Comment 7 John Klingler 2004-08-12 21:28:33 UTC
Our QA engineer found he could reproduce the problem in about 30
seconds by executing the command "dd if=/dev/hda of=/dev/null",
assuming the hard drive is on /dev/hda. We also found that could only
be reproduced if the Xserver is running. We have no idea why that is
the case. 

QA also discovered the 2.4.20-20.9smp kernel does not have this problem. 

(He recompiled it with CONFIG_SCSI_MULTI_LUN=y to meet our needs but
do not think that will be necessary for most users.)

Comment 9 Ernie Petrides 2005-06-07 01:19:10 UTC
Hello, John.  I could not reproduce this problem.  Are recent kernels
(such as U5 2.4.21-32.EL or the recent E6 security erratum 2.4.21-32.0.1.EL
released in advisory RHSA-2005:472) still causing a problem?

If so, could you please capture the (likely) console panic/oops output
on a serial console connection?  Also, were your problems only able to be
reproduced with a custom-built kernel (with CONFIG_SCSI_MULTI_LUN enabled)?
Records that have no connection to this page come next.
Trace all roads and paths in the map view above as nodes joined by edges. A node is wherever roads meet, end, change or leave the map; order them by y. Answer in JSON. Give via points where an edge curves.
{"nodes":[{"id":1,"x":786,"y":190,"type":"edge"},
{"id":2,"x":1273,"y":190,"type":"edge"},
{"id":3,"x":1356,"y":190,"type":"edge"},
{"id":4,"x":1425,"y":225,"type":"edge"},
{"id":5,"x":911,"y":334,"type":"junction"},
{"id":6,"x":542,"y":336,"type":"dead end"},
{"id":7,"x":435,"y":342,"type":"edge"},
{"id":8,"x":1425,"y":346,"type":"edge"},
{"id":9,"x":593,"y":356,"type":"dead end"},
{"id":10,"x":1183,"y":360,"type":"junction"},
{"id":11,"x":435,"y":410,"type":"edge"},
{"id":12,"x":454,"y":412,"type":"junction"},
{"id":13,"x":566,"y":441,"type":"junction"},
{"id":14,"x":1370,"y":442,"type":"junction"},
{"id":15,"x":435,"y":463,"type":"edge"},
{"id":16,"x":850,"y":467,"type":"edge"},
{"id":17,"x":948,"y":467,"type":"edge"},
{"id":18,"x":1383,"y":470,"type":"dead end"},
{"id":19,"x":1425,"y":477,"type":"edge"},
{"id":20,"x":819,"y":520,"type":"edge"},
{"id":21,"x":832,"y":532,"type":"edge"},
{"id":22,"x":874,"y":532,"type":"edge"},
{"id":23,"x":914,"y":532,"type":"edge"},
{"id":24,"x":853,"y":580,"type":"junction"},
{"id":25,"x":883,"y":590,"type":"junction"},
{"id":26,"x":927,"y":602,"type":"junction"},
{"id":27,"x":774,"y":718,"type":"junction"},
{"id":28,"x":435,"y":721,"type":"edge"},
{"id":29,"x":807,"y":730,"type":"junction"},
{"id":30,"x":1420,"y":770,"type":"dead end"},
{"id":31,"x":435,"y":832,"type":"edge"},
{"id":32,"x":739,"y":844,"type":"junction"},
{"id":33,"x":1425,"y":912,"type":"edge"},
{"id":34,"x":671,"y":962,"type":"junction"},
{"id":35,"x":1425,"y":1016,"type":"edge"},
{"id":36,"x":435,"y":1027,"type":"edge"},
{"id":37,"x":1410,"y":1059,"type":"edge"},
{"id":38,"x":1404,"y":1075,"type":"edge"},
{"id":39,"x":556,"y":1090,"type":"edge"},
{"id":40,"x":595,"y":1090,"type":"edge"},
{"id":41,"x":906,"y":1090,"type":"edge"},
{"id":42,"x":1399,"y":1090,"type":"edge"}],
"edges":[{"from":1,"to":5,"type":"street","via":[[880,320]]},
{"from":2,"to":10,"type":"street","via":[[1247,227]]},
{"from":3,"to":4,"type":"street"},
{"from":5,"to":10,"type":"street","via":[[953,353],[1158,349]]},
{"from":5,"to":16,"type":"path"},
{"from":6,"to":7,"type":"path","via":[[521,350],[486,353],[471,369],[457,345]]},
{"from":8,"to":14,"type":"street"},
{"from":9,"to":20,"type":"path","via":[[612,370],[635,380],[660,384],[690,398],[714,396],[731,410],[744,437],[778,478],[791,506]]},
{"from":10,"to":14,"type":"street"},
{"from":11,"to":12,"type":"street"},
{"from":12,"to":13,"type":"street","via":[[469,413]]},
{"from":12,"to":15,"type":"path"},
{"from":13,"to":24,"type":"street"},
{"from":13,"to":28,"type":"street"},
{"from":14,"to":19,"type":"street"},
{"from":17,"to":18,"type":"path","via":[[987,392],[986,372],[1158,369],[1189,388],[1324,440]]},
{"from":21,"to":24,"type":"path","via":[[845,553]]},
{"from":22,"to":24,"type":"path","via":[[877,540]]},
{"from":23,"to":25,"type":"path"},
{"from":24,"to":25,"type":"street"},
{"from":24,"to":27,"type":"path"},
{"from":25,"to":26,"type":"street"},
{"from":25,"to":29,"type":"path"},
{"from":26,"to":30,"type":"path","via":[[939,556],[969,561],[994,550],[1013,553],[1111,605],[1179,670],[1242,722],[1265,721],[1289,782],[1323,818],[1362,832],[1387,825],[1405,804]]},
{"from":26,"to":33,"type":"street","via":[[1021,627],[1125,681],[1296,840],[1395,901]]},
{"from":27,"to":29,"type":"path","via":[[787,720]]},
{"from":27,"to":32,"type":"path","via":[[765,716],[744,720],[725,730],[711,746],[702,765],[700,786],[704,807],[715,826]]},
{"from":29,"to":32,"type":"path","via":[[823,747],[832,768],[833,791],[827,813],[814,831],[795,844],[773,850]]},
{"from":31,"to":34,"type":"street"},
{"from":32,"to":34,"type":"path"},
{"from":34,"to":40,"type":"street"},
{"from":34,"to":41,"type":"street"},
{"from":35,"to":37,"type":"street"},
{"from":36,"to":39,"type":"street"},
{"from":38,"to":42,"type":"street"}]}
Thanks in advance for the additional info.  -ernie


Comment 10 John Klingler 2005-06-07 17:40:01 UTC
Hi, Ernie. I'm sorry I didn't think of the Oops message. The 2.4.21-15.0.3.ELsmp
kernel was not customized in any way or recompiled. It was a clean install from
the CD, not an upgrade. It was custom, "Install Everything" using the default
partitioning and static network configuration. Perhaps the system you tested on
had a minimal install (workstation). If so, there would be several services and
applications such as the canna server that would not be configured to start at
boot. 

Did you try the method os reproducing it quickly discovered by our QA, "dd
if=/dev/hda of=/dev/null"? If that didn't reproduce it, other than the runtime
background processes configured by a full install, I can only think of hardware
or BIOS causes. 

John

Comment 11 Ernie Petrides 2005-06-07 18:21:54 UTC
Hi, John.  I did use a test system with a full install and just now
verified that the canna server does start.  I also ran the "dd" test
exactly as specified in comment #7 and did not incur any problems.
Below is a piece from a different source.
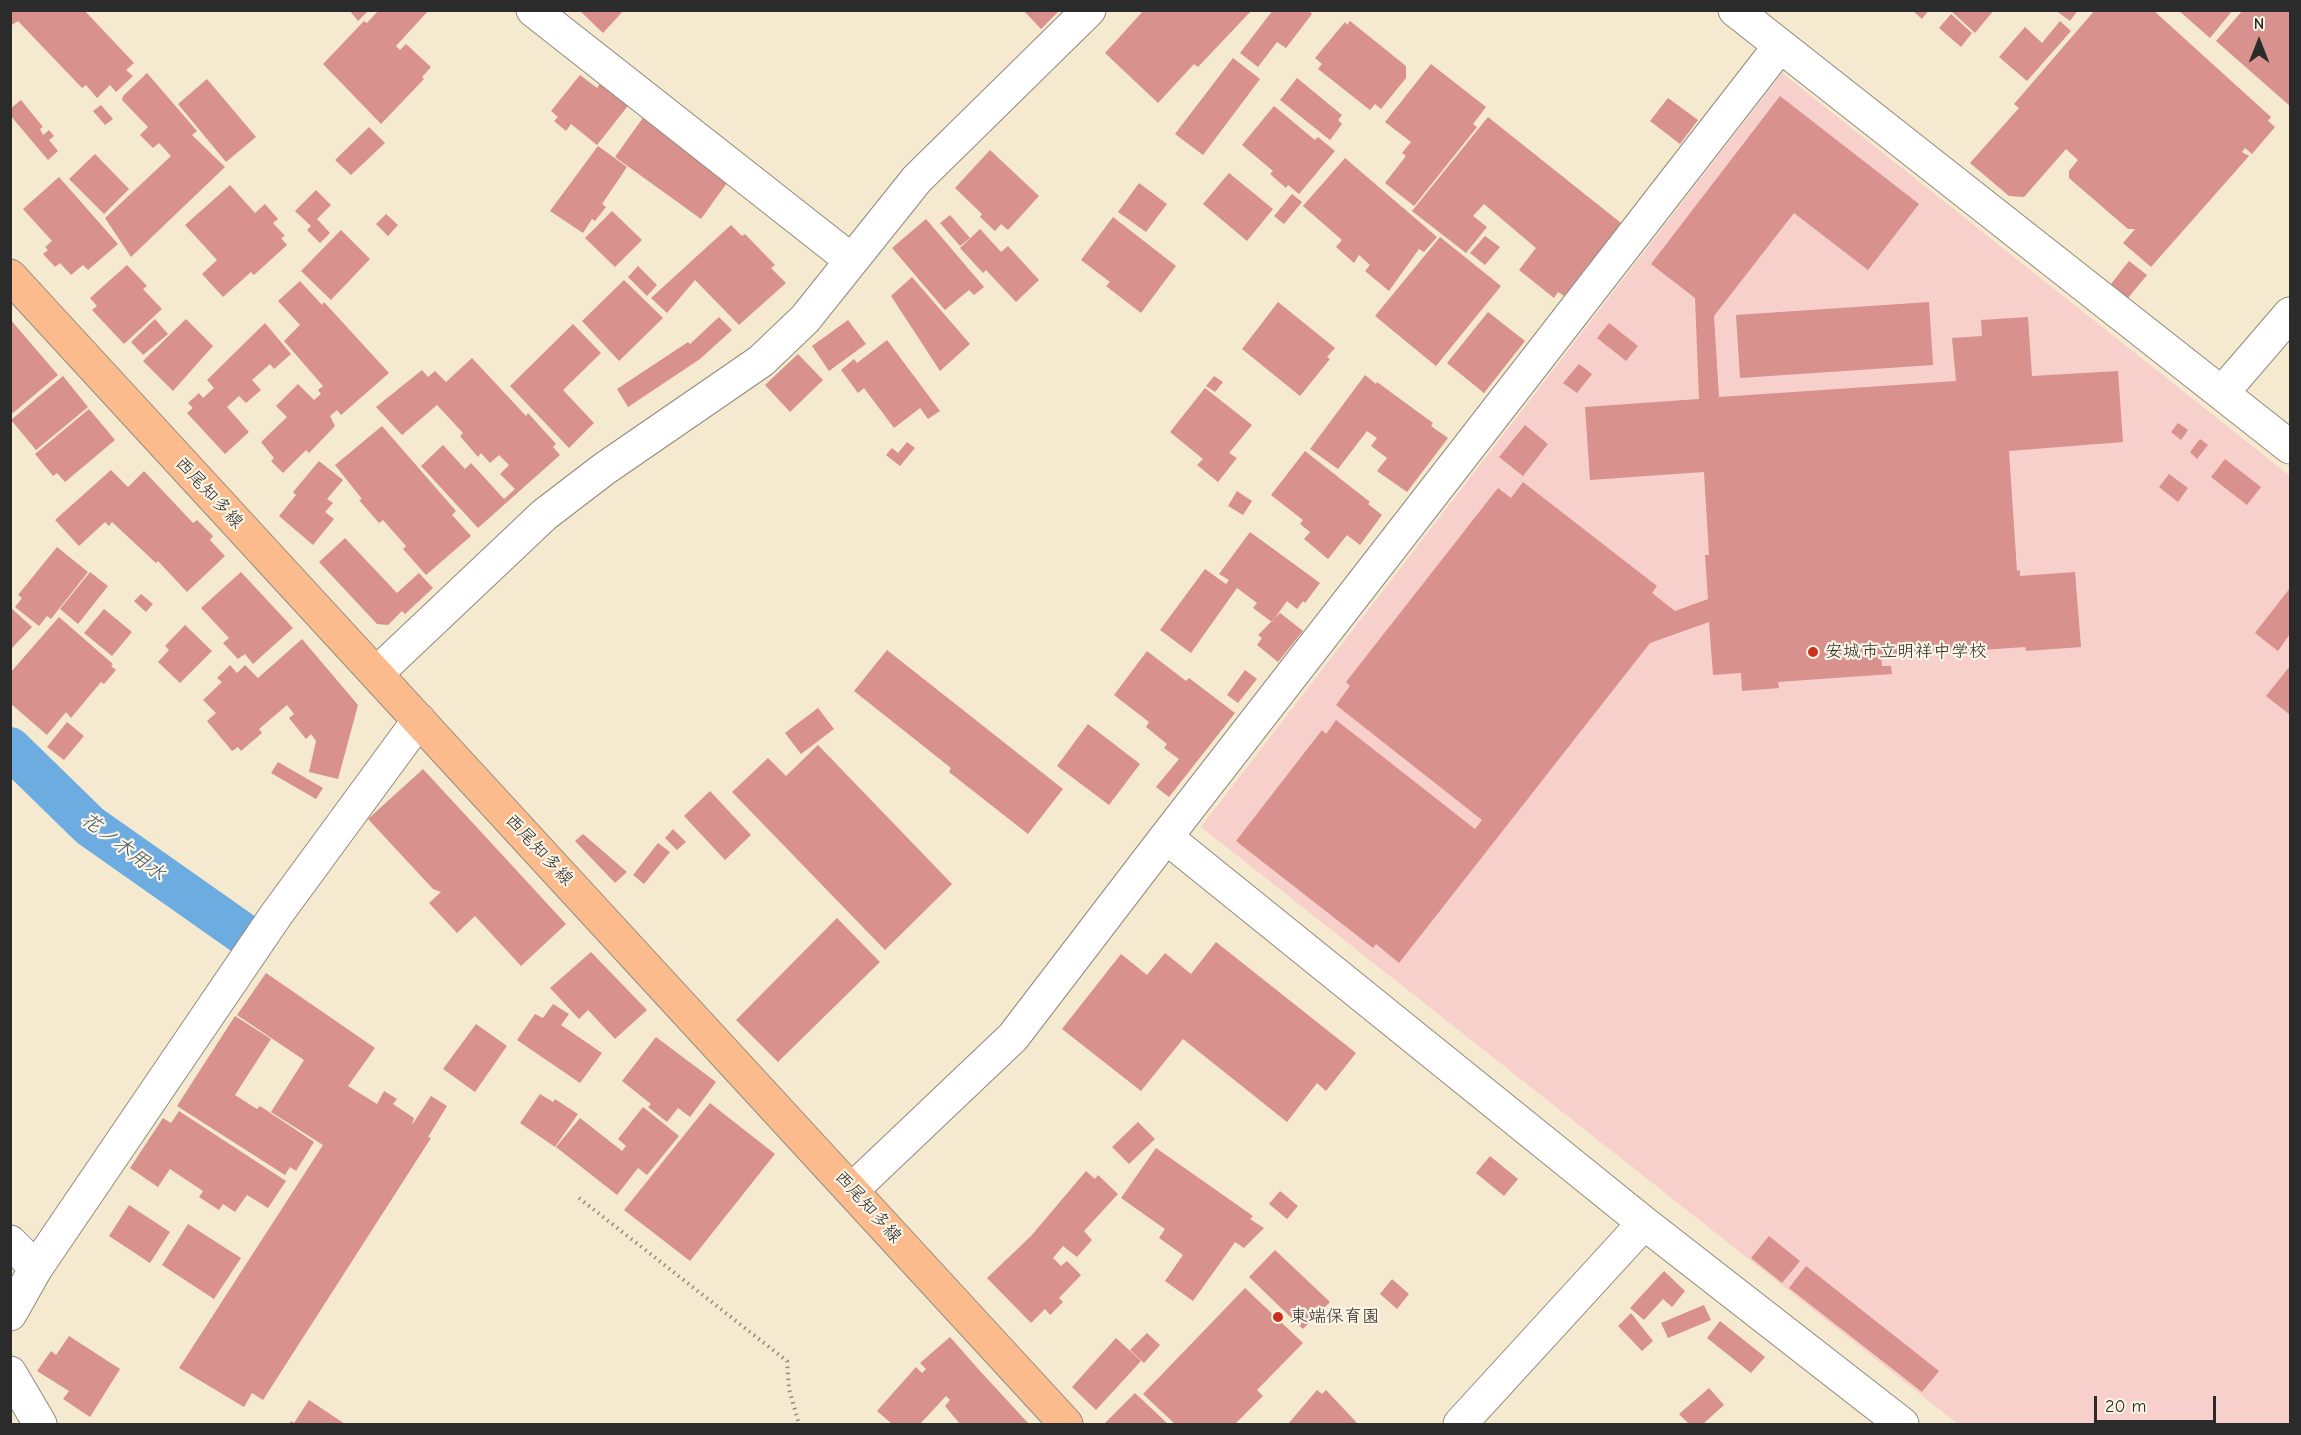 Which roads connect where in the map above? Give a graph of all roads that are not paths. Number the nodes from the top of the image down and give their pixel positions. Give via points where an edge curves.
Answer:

I agree with you that there are likely to be hardware and/or BIOS
differences between our systems.  If you could provide the serial
console output from a crash, this would help us to narrow in on
the problem (which might possibly be fixed in later udpates).

So, reverting state to NEEDINFO until we can get crash info or a
generic way to reproduce the problem here (or until you discover
that the problem has already been resolved in a recent update).


Comment 12 Ernie Petrides 2005-08-30 19:23:33 UTC
Closing due to lack of response.